Note 2: If the engine should be a three (3) cylinder engine with three (3) carburetors, start the adjustment sequence with the center carburetor.

When you have finished the above adjustment, you will have no reason to move them again unless the carburetor fouls/gums up from sitting, in which case you would be required to remove, clean, and rebuild the carburetor anyway.

Let us know what you find.
 
That has the cam riveted to the mounting ring I could not find any pics on ebay, on earlier models it is on the top flat part of the cam. If you put fuel mix directly in the plug holes will it fire up? If not do a spark gap test with a spark gap tester It must jump a 3/8 inch open air gap with a crisp blue snap.
 
It fires, runs a bit and quits.
Cleaned carb with bread tie wires, gapped 77jc4 plugs .030, spark jumps about 1\2", fuel pump works.
 
I replaced the pump diaphram but not the dome diaphram. Pumps ok.

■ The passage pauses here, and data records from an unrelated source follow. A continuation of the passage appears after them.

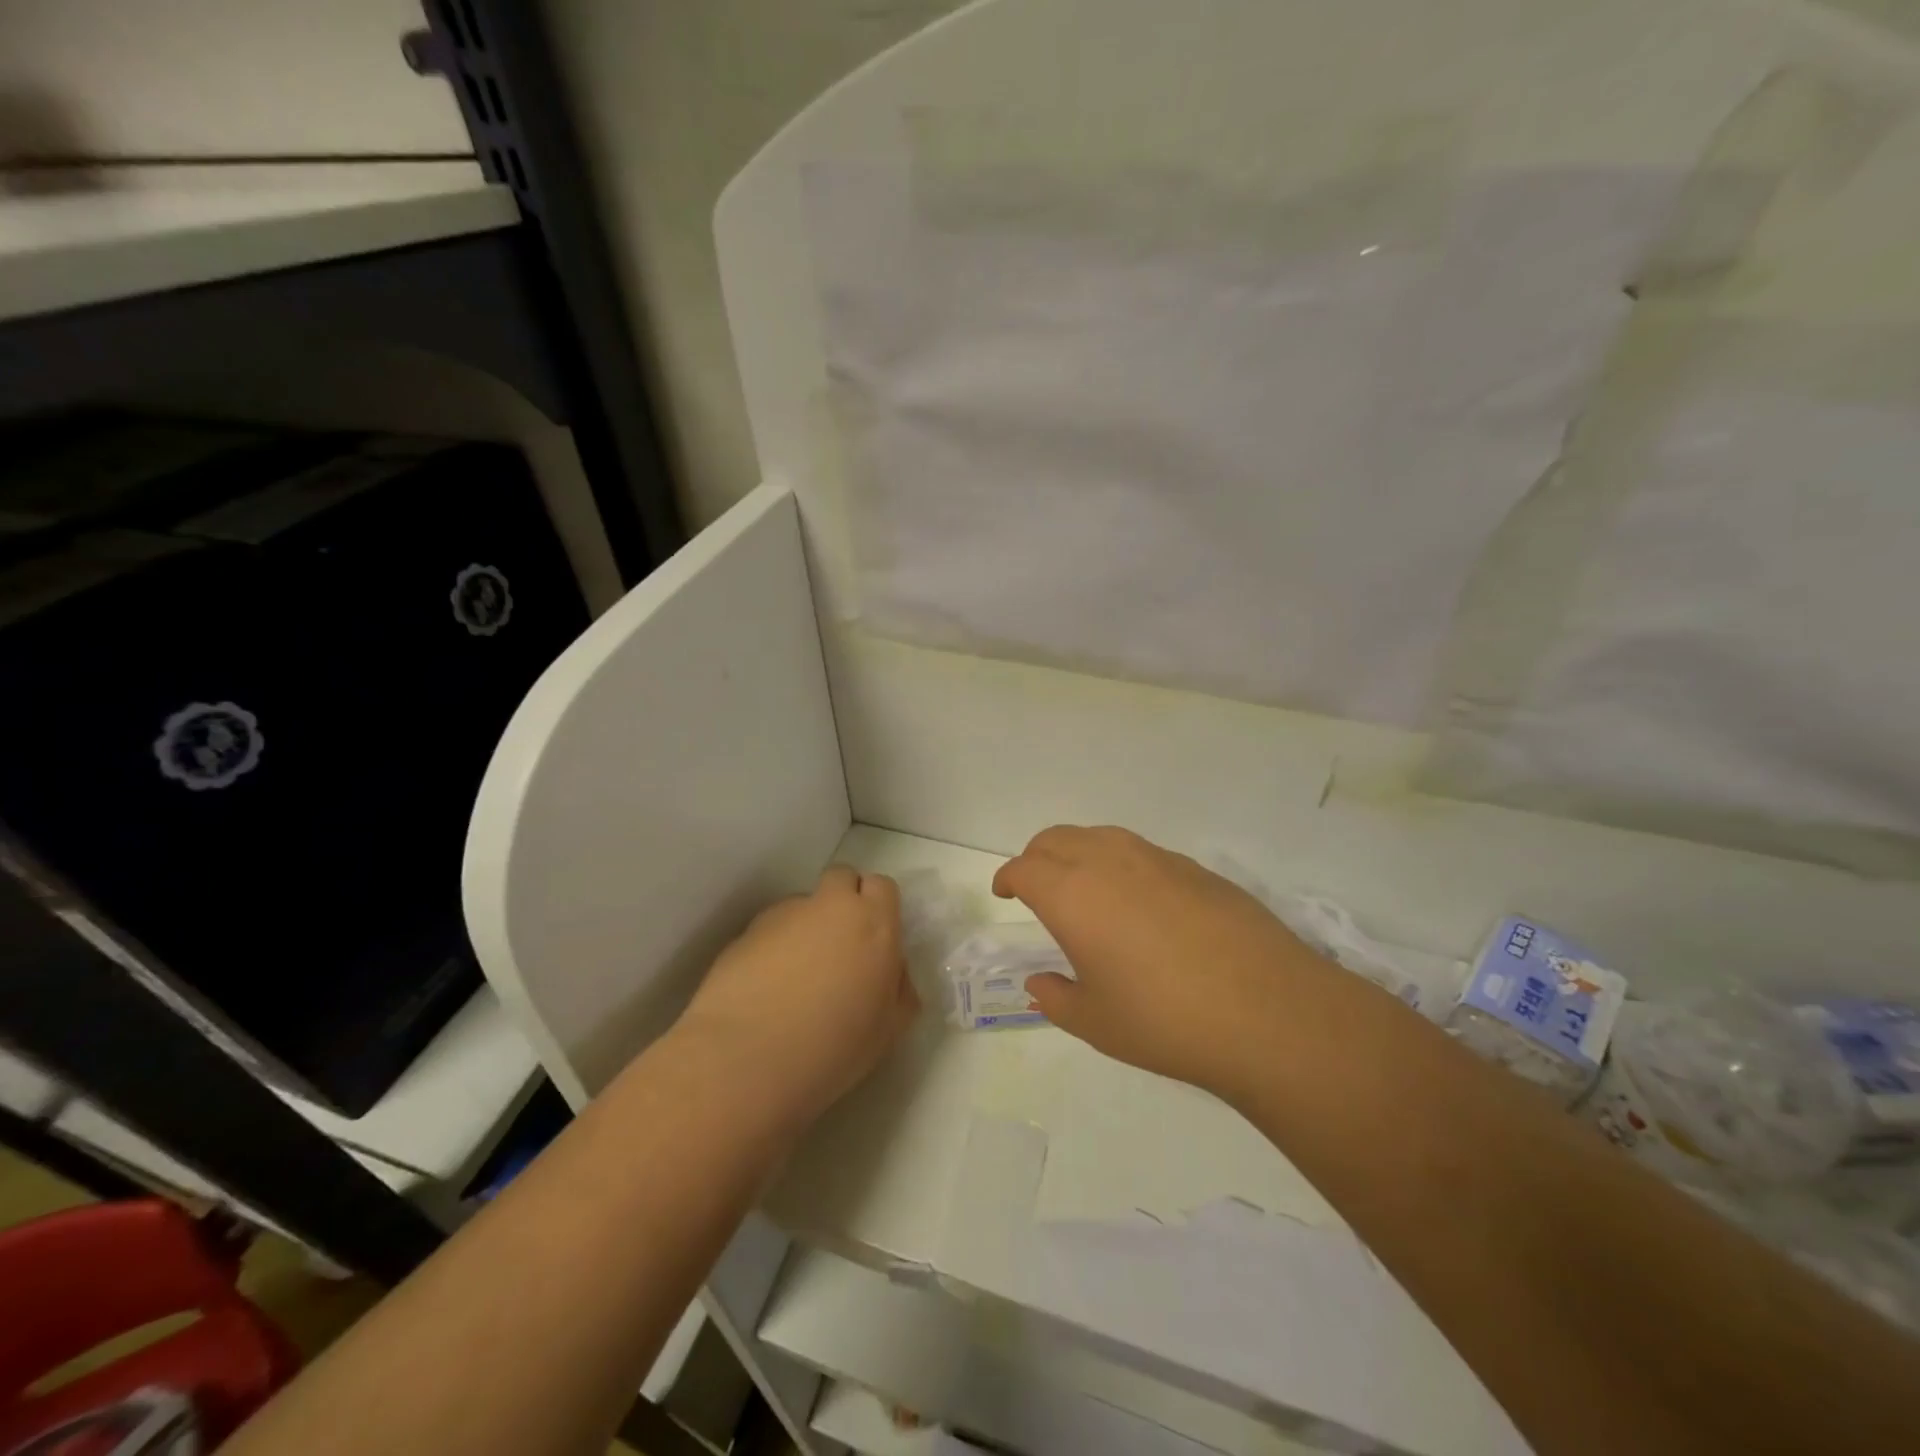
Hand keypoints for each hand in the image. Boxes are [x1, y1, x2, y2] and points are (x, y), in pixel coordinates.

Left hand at [679, 866, 918, 1134]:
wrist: (746, 1059)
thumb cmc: (832, 1047)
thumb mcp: (888, 1029)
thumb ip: (898, 988)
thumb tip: (892, 971)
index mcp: (873, 923)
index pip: (882, 886)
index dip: (878, 907)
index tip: (874, 940)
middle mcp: (829, 906)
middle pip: (841, 878)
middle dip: (843, 901)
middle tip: (840, 947)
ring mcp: (784, 914)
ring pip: (803, 904)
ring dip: (806, 926)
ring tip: (795, 977)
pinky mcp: (745, 931)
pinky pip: (770, 928)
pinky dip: (773, 947)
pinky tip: (766, 988)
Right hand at [993, 826, 1327, 1098]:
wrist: (1268, 1011)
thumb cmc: (1165, 1021)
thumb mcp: (1096, 1022)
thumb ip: (1056, 998)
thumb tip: (1040, 983)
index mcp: (1072, 895)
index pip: (1024, 868)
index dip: (1008, 878)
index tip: (1005, 893)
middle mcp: (1109, 862)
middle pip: (1056, 839)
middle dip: (1036, 857)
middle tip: (1037, 886)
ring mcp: (1156, 859)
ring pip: (1100, 836)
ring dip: (1078, 852)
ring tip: (1085, 887)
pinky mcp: (1196, 868)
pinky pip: (1141, 851)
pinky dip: (1121, 863)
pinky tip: (1140, 902)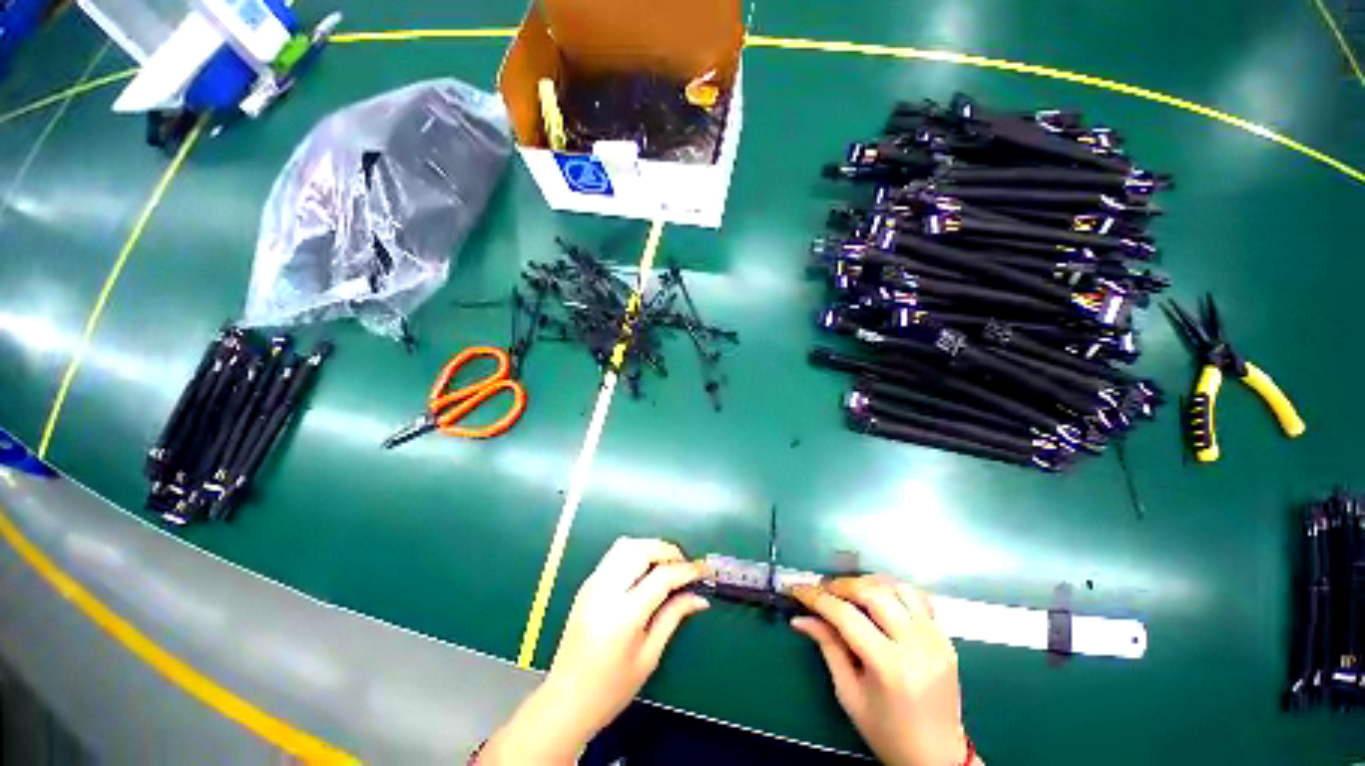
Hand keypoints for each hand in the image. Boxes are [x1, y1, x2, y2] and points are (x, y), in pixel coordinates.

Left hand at [480, 538, 708, 763]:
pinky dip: (635, 551)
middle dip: (669, 550)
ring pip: (626, 545)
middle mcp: (605, 591)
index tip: (705, 571)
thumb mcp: (649, 657)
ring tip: (668, 563)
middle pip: (642, 549)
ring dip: (651, 546)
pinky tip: (646, 568)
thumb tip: (699, 597)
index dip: (688, 570)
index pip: (662, 576)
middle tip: (686, 565)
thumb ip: (673, 617)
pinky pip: (614, 554)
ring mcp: (592, 584)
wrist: (565, 701)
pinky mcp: (587, 584)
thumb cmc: (611, 689)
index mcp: (623, 615)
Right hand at [791, 577, 973, 765]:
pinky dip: (894, 590)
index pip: (846, 616)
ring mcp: (935, 639)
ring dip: (868, 582)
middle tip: (823, 589)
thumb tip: (801, 618)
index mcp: (889, 667)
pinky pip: (918, 598)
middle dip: (841, 585)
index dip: (817, 598)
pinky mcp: (945, 638)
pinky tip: (879, 597)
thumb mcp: (849, 694)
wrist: (938, 756)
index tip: (798, 589)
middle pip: (873, 593)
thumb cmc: (887, 731)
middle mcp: (916, 646)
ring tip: (849, 591)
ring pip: (897, 588)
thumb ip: (828, 647)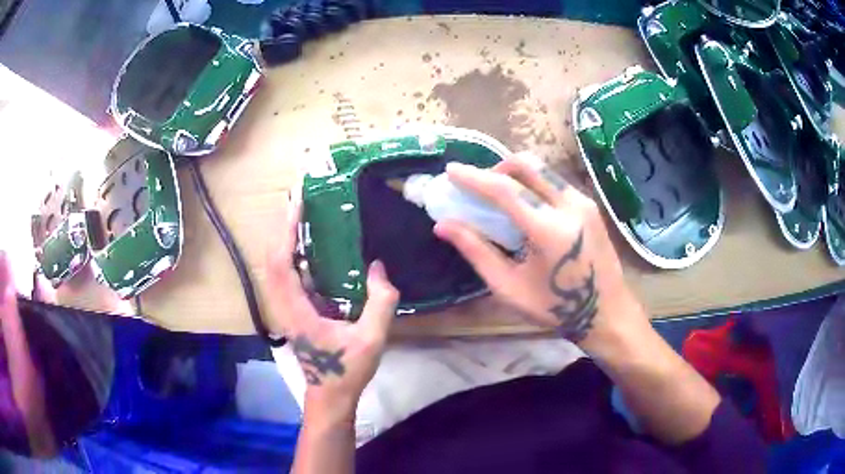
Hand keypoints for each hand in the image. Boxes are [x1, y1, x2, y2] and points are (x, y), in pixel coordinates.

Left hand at [266, 197, 399, 419]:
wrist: (330, 395)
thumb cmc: (347, 370)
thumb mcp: (371, 339)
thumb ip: (380, 303)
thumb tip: (378, 267)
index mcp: (297, 310)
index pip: (282, 263)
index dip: (287, 231)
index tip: (297, 204)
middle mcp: (285, 305)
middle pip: (273, 258)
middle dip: (283, 227)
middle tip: (300, 201)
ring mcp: (287, 308)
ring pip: (277, 266)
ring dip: (286, 239)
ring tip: (303, 215)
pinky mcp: (294, 311)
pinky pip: (288, 276)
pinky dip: (294, 254)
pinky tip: (311, 245)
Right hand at [434, 153, 647, 346]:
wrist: (606, 311)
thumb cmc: (555, 308)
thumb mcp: (509, 287)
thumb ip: (477, 251)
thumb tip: (442, 225)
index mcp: (549, 230)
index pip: (506, 190)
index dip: (474, 177)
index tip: (451, 170)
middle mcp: (570, 206)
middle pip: (527, 165)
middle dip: (498, 167)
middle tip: (481, 185)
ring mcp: (584, 202)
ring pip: (543, 170)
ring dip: (517, 174)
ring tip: (502, 196)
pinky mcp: (590, 205)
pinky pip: (555, 181)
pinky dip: (534, 183)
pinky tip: (527, 206)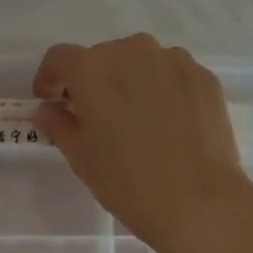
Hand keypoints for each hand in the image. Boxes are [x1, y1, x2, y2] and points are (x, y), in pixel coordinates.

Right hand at [31, 34, 252, 252]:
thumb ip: (59, 125)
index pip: (60, 58)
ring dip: (130, 82)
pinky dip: (162, 90)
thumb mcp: (81, 158)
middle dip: (92, 82)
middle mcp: (133, 51)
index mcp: (93, 69)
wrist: (198, 201)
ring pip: (141, 63)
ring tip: (136, 121)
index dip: (49, 78)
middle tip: (95, 117)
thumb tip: (49, 110)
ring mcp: (174, 61)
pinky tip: (167, 125)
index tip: (51, 101)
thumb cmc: (127, 182)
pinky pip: (172, 75)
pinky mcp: (204, 78)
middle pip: (102, 57)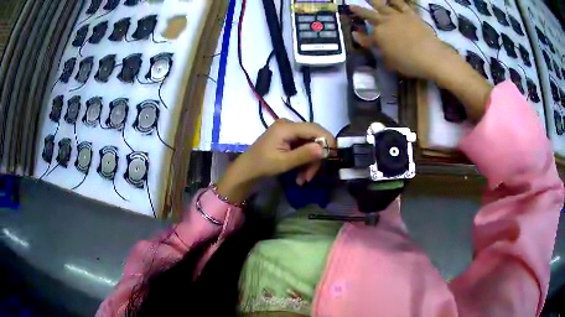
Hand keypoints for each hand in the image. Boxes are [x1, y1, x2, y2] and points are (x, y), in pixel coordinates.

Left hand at [216, 119, 335, 203]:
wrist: (246, 171)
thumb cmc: (261, 166)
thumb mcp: (283, 162)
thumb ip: (304, 154)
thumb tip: (324, 149)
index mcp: (286, 127)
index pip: (315, 129)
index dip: (327, 140)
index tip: (334, 156)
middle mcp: (289, 125)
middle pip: (313, 137)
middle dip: (316, 157)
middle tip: (312, 176)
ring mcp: (288, 132)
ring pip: (309, 145)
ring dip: (309, 163)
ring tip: (303, 180)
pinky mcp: (287, 140)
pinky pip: (302, 148)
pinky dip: (304, 162)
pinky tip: (300, 176)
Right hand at [350, 0, 457, 79]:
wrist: (430, 56)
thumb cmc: (409, 63)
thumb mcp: (391, 63)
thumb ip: (381, 53)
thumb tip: (375, 47)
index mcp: (378, 37)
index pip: (365, 37)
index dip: (359, 37)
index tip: (353, 33)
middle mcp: (384, 23)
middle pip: (369, 16)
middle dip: (359, 12)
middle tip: (351, 6)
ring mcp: (397, 17)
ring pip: (382, 6)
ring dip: (373, 2)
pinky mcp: (410, 14)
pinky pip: (401, 4)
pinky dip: (395, 0)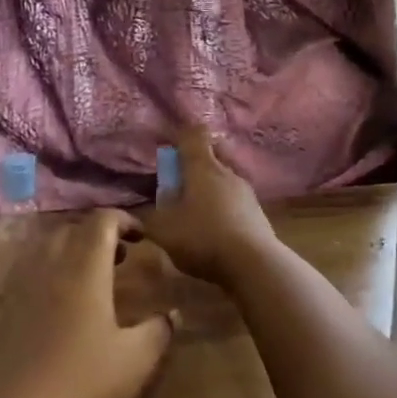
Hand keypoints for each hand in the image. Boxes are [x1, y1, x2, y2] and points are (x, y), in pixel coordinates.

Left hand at [0, 209, 176, 397]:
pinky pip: (20, 278)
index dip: (123, 219)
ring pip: (40, 249)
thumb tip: (174, 313)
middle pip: (69, 230)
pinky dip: (41, 276)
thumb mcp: (136, 361)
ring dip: (65, 251)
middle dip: (95, 234)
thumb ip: (159, 331)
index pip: (101, 221)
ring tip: (85, 277)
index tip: (141, 235)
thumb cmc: (82, 388)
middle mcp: (47, 268)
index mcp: (84, 269)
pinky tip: (51, 308)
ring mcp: (15, 291)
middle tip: (118, 256)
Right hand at [145, 128, 278, 290]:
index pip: (194, 134)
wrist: (253, 263)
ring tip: (196, 209)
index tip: (171, 148)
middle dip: (196, 164)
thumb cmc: (203, 237)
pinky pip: (235, 199)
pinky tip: (215, 228)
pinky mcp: (257, 212)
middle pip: (213, 154)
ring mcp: (246, 191)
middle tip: (180, 181)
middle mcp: (227, 171)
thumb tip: (139, 212)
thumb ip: (148, 218)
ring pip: (225, 178)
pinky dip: (223, 207)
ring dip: (210, 187)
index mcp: (203, 166)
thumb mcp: (164, 230)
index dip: (182, 136)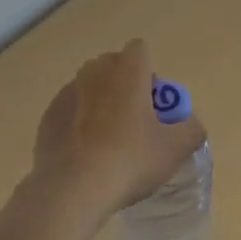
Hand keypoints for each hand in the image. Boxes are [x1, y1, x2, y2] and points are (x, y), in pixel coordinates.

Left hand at [29, 40, 206, 222]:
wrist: (73, 189)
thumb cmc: (130, 159)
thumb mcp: (176, 149)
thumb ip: (192, 129)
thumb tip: (191, 125)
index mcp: (128, 70)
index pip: (140, 50)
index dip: (149, 73)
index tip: (153, 104)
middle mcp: (96, 71)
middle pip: (114, 66)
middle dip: (124, 86)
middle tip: (134, 123)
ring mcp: (67, 92)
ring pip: (90, 88)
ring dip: (100, 104)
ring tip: (107, 143)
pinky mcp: (48, 116)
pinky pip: (70, 111)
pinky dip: (77, 124)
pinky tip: (84, 155)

It runs a little then quits.

With the plug wires off and
with full choke the plugs are dry.
The carb is going in a gallon of solvent next.
 
After soaking the carb for 24 hrs it started but ran rough. It eventually ran normally for 5 minutes and quit. There was dirt in the float bowl. There is a new inline paper filter. It must be that or the bulb or line.
 
The carb was soaked a total of 3 days and night.
The flywheel key is good. I flushed out the fuel line till it came out clean with fresh fuel and clean gas can.
It still won't start. I don't have a spare carb to try either
 
After 30 pulls it ran chug a lugged long enough to open the throttle almost open . when it was throttled back to idle it reved up , idled down and is running normally for the last 5 minutes. We will see.
 
It went 20 minutes and it restarted 3x first pull.
I will try it when it cools off. Might br making progress.